Opinion
15729, 2177/12.
09-29-2015
Robert S. Dean, Center for Appellate Litigation, New York (John Vang of counsel), for appellant. Cyrus R. Vance, Jr., District Attorney, New York (Sabrina Margret Bierer of counsel), for respondent.
Robert S. Dean, Center for Appellate Litigation, New York (John Vang of counsel), for appellant.
Cyrus R. Vance, Jr., District Attorney, New York (Sabrina Margret Bierer of counsel), for respondent.
MAZZARELLI, J.P., SWEENY, RENWICK, MANZANET–DANIELS, JJ.
Opinion Judgment, Supreme Court, New York County (Thomas Farber, J.), rendered September 3, 2013, convicting defendant, after a jury trial, of assault in the second degree, attempted assault in the first degree and two counts of attempted assault in the second degree, and sentencing him to an aggregate term of 7 years, unanimously modified, on the law, to the extent of vacating the conviction of attempted second-degree assault under the first count of the indictment and dismissing that count, and otherwise affirmed.
The court properly declined to give an adverse inference charge as to part of the surveillance video footage taken more than five minutes before the beginning of the subject incident, which occurred in a hotel.

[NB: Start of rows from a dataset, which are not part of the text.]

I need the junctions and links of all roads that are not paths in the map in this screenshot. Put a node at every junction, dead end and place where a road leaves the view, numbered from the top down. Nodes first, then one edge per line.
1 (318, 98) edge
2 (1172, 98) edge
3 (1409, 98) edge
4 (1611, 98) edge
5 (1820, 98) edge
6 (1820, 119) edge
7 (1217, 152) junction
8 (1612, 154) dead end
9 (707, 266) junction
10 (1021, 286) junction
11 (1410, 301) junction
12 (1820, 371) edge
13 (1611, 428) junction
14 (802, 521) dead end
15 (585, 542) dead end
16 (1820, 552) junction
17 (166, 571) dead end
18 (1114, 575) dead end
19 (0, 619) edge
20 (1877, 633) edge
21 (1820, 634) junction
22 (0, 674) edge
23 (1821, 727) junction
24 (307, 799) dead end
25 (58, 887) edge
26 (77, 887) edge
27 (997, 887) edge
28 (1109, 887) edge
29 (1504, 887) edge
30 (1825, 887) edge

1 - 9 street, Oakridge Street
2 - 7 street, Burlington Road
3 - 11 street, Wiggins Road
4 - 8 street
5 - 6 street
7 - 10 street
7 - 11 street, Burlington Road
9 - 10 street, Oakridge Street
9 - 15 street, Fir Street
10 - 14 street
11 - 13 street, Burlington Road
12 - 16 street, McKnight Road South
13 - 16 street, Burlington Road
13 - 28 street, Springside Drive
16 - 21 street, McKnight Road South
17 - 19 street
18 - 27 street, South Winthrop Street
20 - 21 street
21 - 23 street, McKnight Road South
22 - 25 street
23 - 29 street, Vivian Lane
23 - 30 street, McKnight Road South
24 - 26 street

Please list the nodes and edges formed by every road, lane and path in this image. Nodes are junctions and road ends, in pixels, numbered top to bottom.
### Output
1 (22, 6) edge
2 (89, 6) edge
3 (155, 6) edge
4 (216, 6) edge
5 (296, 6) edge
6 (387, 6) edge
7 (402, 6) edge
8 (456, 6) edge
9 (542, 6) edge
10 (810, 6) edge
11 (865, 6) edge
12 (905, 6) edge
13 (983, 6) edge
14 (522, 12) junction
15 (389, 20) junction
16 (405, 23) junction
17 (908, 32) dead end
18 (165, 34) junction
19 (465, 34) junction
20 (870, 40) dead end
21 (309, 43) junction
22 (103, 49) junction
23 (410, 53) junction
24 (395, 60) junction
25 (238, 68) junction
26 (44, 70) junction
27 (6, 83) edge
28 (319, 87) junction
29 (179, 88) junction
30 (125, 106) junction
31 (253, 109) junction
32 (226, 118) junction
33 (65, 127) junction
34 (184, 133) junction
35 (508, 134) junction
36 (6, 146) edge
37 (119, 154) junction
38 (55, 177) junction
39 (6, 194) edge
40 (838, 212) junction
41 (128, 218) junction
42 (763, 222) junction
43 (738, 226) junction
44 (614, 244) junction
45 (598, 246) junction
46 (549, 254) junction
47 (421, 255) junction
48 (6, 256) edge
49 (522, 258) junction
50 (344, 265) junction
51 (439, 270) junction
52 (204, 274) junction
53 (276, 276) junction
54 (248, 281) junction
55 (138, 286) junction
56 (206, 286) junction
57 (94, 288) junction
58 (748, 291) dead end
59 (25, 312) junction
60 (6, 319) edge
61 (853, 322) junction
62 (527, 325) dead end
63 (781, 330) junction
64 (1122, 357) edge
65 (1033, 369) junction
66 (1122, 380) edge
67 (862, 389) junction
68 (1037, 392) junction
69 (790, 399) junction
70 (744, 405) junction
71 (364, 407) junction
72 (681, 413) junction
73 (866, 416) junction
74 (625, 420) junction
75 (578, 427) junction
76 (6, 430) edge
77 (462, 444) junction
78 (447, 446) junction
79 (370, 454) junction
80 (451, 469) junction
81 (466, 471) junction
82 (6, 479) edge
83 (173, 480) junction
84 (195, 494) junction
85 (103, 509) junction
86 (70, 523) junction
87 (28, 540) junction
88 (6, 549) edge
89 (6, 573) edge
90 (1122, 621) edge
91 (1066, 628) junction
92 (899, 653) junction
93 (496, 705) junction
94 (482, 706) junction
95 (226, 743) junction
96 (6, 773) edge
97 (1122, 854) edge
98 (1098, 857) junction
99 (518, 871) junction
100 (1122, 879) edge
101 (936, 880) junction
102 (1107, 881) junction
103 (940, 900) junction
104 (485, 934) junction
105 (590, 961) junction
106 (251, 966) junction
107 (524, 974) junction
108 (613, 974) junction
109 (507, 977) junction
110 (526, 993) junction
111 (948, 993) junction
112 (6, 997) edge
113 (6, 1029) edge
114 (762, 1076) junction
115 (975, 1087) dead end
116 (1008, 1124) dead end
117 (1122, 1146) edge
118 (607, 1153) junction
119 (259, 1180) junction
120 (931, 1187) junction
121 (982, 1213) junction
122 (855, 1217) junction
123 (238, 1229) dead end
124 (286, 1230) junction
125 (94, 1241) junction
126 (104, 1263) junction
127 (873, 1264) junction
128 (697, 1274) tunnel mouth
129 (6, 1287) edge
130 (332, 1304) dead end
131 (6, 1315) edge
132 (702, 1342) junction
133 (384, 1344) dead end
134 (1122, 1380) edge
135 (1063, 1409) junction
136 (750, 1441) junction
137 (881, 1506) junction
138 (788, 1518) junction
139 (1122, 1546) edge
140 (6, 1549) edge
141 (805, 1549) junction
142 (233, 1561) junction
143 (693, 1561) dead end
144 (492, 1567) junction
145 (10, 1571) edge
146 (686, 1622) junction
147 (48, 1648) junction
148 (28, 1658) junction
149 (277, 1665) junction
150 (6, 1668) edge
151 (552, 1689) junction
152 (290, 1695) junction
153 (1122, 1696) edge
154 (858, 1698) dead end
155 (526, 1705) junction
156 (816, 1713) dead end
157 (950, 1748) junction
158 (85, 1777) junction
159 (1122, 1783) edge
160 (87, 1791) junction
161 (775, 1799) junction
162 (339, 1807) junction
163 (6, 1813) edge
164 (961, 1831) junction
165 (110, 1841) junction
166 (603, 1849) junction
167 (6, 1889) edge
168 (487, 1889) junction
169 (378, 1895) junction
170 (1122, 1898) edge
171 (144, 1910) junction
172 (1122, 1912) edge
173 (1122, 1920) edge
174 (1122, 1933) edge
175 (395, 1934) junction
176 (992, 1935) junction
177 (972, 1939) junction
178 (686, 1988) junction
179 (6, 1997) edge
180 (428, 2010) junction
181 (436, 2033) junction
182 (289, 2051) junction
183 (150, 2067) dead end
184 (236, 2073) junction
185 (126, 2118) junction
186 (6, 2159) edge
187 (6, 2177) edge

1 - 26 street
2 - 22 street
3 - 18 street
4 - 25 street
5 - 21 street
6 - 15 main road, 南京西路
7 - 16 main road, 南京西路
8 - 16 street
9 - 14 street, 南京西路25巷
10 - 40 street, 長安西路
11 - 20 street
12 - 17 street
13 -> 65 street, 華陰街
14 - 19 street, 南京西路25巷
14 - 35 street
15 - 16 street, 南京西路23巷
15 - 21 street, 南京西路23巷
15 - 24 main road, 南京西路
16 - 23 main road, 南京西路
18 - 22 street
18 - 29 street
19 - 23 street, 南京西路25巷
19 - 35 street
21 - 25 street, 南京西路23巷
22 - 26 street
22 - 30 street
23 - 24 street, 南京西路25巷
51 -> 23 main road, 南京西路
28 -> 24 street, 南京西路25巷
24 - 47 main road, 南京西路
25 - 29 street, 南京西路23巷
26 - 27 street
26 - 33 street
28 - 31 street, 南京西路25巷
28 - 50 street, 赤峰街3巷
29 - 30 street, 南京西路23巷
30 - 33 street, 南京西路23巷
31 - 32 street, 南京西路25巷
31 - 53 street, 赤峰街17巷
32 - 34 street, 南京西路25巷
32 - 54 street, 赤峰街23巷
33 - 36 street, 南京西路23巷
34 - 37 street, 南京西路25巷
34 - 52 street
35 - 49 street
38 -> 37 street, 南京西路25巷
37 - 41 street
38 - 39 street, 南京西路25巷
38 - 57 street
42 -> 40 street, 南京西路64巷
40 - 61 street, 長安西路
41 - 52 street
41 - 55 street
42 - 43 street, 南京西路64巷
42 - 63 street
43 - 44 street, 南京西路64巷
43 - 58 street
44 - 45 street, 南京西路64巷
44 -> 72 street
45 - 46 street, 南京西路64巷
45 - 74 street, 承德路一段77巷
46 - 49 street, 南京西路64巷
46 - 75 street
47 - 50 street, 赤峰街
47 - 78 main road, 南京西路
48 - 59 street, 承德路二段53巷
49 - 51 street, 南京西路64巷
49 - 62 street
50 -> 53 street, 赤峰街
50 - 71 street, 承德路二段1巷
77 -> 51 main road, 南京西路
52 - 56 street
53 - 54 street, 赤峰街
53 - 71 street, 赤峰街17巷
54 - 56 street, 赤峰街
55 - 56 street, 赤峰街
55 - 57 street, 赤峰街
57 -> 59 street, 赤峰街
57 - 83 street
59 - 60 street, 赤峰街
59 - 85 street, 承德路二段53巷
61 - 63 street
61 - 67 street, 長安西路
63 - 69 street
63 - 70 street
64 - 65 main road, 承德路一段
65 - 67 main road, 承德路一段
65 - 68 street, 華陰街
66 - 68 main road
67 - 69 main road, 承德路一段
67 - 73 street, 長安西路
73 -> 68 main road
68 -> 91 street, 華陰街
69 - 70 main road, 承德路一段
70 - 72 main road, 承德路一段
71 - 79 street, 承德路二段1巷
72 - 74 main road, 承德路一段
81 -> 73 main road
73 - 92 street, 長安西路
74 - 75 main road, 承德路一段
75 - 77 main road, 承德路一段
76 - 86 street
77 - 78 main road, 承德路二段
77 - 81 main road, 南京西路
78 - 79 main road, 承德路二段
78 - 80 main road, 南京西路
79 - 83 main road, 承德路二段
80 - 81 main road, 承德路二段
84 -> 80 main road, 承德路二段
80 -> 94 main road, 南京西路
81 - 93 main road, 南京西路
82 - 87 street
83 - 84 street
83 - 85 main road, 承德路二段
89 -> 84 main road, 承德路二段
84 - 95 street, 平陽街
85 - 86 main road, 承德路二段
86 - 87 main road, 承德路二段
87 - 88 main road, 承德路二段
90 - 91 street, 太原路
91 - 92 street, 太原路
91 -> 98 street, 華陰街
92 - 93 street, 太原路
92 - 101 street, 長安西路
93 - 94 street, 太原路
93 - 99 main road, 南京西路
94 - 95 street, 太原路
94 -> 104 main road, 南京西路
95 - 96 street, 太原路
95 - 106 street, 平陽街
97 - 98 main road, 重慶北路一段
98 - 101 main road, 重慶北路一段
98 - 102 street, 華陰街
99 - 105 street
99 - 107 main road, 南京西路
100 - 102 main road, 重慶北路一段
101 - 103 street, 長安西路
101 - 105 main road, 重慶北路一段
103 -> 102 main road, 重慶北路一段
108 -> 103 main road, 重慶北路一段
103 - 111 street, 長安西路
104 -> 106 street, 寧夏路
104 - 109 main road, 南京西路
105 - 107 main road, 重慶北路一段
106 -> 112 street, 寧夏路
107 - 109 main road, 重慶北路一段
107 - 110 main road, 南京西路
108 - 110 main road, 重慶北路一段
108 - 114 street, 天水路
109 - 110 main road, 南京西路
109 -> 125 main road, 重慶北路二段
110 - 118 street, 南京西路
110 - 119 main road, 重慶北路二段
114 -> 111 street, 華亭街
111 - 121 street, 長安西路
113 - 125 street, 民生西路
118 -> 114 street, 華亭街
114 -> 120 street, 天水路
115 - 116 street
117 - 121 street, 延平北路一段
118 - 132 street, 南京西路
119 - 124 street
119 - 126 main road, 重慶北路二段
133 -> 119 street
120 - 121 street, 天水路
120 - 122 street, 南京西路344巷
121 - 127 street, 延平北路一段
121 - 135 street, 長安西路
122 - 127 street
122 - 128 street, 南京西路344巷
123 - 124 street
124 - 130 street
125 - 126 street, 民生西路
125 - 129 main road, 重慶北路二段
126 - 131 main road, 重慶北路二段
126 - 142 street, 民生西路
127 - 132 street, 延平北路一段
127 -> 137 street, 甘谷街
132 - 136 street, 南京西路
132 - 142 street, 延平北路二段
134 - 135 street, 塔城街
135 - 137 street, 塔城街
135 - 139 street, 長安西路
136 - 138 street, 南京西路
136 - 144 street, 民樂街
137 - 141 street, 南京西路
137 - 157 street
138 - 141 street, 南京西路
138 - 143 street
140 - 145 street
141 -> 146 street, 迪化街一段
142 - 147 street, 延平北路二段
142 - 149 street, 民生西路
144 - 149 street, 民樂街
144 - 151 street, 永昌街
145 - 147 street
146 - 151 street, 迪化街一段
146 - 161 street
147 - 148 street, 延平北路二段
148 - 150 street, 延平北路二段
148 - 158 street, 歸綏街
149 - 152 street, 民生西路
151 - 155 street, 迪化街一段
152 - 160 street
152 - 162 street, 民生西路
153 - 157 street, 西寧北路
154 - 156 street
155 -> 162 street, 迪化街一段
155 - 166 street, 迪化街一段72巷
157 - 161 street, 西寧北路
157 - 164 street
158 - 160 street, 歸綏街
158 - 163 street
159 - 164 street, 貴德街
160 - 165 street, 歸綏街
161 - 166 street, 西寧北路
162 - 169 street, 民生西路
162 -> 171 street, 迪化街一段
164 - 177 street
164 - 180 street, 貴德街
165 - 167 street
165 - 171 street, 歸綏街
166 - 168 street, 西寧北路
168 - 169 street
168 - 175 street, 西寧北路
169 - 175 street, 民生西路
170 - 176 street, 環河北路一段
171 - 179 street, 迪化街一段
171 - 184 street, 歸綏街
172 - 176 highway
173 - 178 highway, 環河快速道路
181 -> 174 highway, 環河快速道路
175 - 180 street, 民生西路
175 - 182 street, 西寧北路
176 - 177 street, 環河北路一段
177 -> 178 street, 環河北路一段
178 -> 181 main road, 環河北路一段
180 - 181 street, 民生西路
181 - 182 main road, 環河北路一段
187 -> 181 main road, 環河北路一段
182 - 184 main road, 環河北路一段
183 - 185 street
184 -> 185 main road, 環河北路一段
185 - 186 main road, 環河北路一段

A police detective testified that the hotel staff cued the videotape to the beginning of the incident for him, but he rewound the tape to about 10 or more minutes earlier, started watching from that point, and found no footage of the two victims or defendant until about 5 minutes before the incident began. Consequently, the police obtained a copy of the video beginning at that point, and a defense investigator who subsequently sought an earlier portion of the video was informed by hotel personnel that it no longer existed. The police had no affirmative duty to seek potentially exculpatory evidence earlier in the video (see People v. Hayes, 17 N.Y.3d 46, 51, 926 N.Y.S.2d 382, 950 N.E.2d 118 [2011], cert. denied – –– U.S. ––––, 132 S.Ct. 844, 181 L.Ed.2d 553 [2011] ), and the evidence was not destroyed by anyone in law enforcement. Moreover, any error was harmless in light of the overwhelming evidence of guilt (see People v. Crimmins, 36 N.Y.2d 230, 367 N.Y.S.2d 213, 326 N.E.2d 787 [1975] ), particularly since the portion of the video at issue would not have supported a justification defense even if it had been consistent with defendant's account (see Penal Law § 35.15[2] [a] ). It should also be noted that the court gave advance permission for the defense to cross-examine the detective on this matter, and to argue in summation that the police should have preserved the video.
Defendant's contention that the court should have given an adverse inference charge as to other evidence is unpreserved and we decline to review it in the interest of justice. As an alternative holding, we find it unavailing (see People v. Plummer, 95 A.D.3d 647, 944 N.Y.S.2d 134 [1st Dept.2012], lv. denied 19 N.Y.3d 976, 950 N.Y.S.2d 359, 973 N.E.2d 769 [2012] ).
Defendant was not deprived of a fair trial by the prosecutor's argument in summation that the two victims had been candid in admitting to their drug histories and criminal records. This argument was properly responsive to the defense summation, which attacked the victims' credibility based on their past (see People v. Overlee, 236 A.D.2d 133, 666 N.Y.S.2d 572 [1st Dept.1997], lv. denied 91 N.Y.2d 976, 672 N.Y.S.2d 855, 695 N.E.2d 724 [1998] ). Contrary to defendant's argument, the prosecutor's comments did not run afoul of the trial court's Sandoval ruling, which permitted the People to elicit the number and dates of defendant's felony and misdemeanor convictions, but precluded the People from asking defendant about the specific offenses or underlying facts. The prosecutor's summation did not refer to defendant's criminal history, even implicitly. Defendant's remaining challenges to the prosecutor's summation are unpreserved, and we decline to review them in the interest of justice. As an alternative holding, we find no basis for reversal (see People v. D'Alessandro, 184 A.D.2d 114, 591 N.Y.S.2d 1001 [1st Dept.1992], lv. denied 81 N.Y.2d 884, 597 N.Y.S.2d 945, 613 N.E.2d 977 [1993] ). Moreover, any error regarding the prosecutor's summation was harmless in light of the overwhelming evidence of defendant's guilt (see Crimmins, supra; see also D'Alessandro, 184 A.D.2d at 120, 591 N.Y.S.2d 1001 ).
To the extent the record permits review, we find that defendant received effective assistance under the state and federal standards (see People v. Benevento, 91 N.Y.2d 708, 713–714, 674 N.Y.S.2d 629, 697 N.E.2d 584 [1998] ; Strickland v. Washington, 466 U.S. 668, 104 S.Ct. 2052, 80 L.Ed.2d 674 [1984] ).
As the People concede, one of the attempted second-degree assault counts must be dismissed as an inclusory concurrent count of the attempted first-degree assault count.